¡ Lo sabemos porque estuvimos ahí !
Pac-Man
Manco/Midway
1980
El juego nació junto con la década de los ochenta en Japón, (¿Existe otro lugar?), pero solo se transformó en un fenómeno cuando llegó al mercado estadounidense.
En un mundo donde los Space Invaders y los Asteroids dominaban los arcades, Pac-Man fue recibido como una fresca y novedosa opción alejada de la paranoia espacial que reinaba en los juegos electrónicos de la época.
La pequeña figurita amarilla que parecía mascar los puntos, frutas y fantasmas a lo largo de no muy complicados laberintos pronto se transformó en el ícono por excelencia de los videojuegos al grado que hasta se hicieron caricaturas (bastante malas) del comedor compulsivo electrónico.

En Japón se llamaba pakku-man, el pakku significa la acción de abrir y cerrar la boca de manera exagerada, y estuvo a punto de llamarse (en Estados Unidos) Puc-Man sin embargo algún visionario detuvo esta denominación; tenía miedo de que los malvados adolescentes cambiaran la “P” por una “F” con la subsecuente vulgarización del término.
El objetivo del juego, para que la generación Wii entienda lo que estamos diciendo, era muy simple, pero a la vez compleja: había que “comerse” todos lo puntos a lo largo del laberinto y a la vez evitar a los cuatro fantasmas que lo recorrían. Existían cuatro píldoras especiales cuyo efecto era el de atarugar a los fantasmas (se ponían azules) para que Pac-Man pudiese comérselos. Al hacerlo de estos solo quedaban los ojos que huían a una caja en el centro donde reencarnaban. De la misma manera aparecían eventualmente una serie de frutas las cuales abonaban puntos.

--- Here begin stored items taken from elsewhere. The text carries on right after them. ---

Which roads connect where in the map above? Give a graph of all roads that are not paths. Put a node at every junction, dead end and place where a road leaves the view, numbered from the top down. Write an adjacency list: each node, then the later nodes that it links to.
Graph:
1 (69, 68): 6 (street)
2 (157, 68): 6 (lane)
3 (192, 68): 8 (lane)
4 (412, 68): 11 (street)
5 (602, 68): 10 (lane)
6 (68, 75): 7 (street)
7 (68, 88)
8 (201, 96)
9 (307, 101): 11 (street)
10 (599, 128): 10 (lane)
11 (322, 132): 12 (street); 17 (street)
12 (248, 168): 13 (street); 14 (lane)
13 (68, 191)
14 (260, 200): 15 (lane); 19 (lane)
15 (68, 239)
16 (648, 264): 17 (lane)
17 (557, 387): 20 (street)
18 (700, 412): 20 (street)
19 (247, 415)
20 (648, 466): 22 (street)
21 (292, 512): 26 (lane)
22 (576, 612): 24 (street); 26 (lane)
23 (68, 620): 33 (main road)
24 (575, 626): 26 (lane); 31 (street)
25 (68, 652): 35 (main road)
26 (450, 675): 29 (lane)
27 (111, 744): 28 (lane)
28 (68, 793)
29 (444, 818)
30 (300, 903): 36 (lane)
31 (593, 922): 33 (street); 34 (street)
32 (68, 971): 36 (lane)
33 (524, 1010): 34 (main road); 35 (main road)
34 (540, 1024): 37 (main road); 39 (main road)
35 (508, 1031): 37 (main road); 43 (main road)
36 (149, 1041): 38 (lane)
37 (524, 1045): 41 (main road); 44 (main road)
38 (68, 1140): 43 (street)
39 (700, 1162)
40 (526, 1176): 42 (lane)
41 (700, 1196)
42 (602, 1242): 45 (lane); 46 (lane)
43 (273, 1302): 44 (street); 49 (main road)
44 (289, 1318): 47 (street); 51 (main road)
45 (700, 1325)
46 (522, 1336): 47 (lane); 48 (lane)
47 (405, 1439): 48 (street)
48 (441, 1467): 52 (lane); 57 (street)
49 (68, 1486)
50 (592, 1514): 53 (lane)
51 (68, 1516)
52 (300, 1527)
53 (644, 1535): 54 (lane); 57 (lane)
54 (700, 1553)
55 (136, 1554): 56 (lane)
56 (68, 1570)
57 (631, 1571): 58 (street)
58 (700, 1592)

Sencillo pero bastante adictivo, al grado que el juego se ha transformado en un ícono ochentero que generó todo tipo de secuelas, desde una muy femenina como el Mrs Pac-Man, cuya única diferencia era la de tener moño y recorrer laberintos diferentes hasta las múltiples versiones y clones para las consolas de esas épocas oscuras.
Tan solo en Estados Unidos se vendieron 350 mil unidades de la versión de arcade y fueron muchos los que perdieron (¿perdimos?) infinidad de horas y monedas al frente de la maquinita. Por supuesto que como todas las cosas nunca han faltados los obsesivos como el tipo que logró en 1999 recorrer todas las pantallas de Pac-Man (256) desperdiciando seis horas de su vida.
Hay que resaltar que por un error de la tecnología de esa época (y por que los creadores jamás imaginaron que un adicto fuera a lograrlo) al llegar a la pantalla número 256 ésta presenta un fallo en el que la mitad del laberinto desaparece para mostrar un revoltijo de letras y números que, dicen los expertos, es imposible de superar.
Para jugarlo en la actualidad tan solo hay que buscar en internet alguna versión flash en línea y así comprobar que, como me lo dijo mi hijo de siete años (perteneciente a la generación GameCube), los juegos que “idolatrábamos” eran bastante aburridos.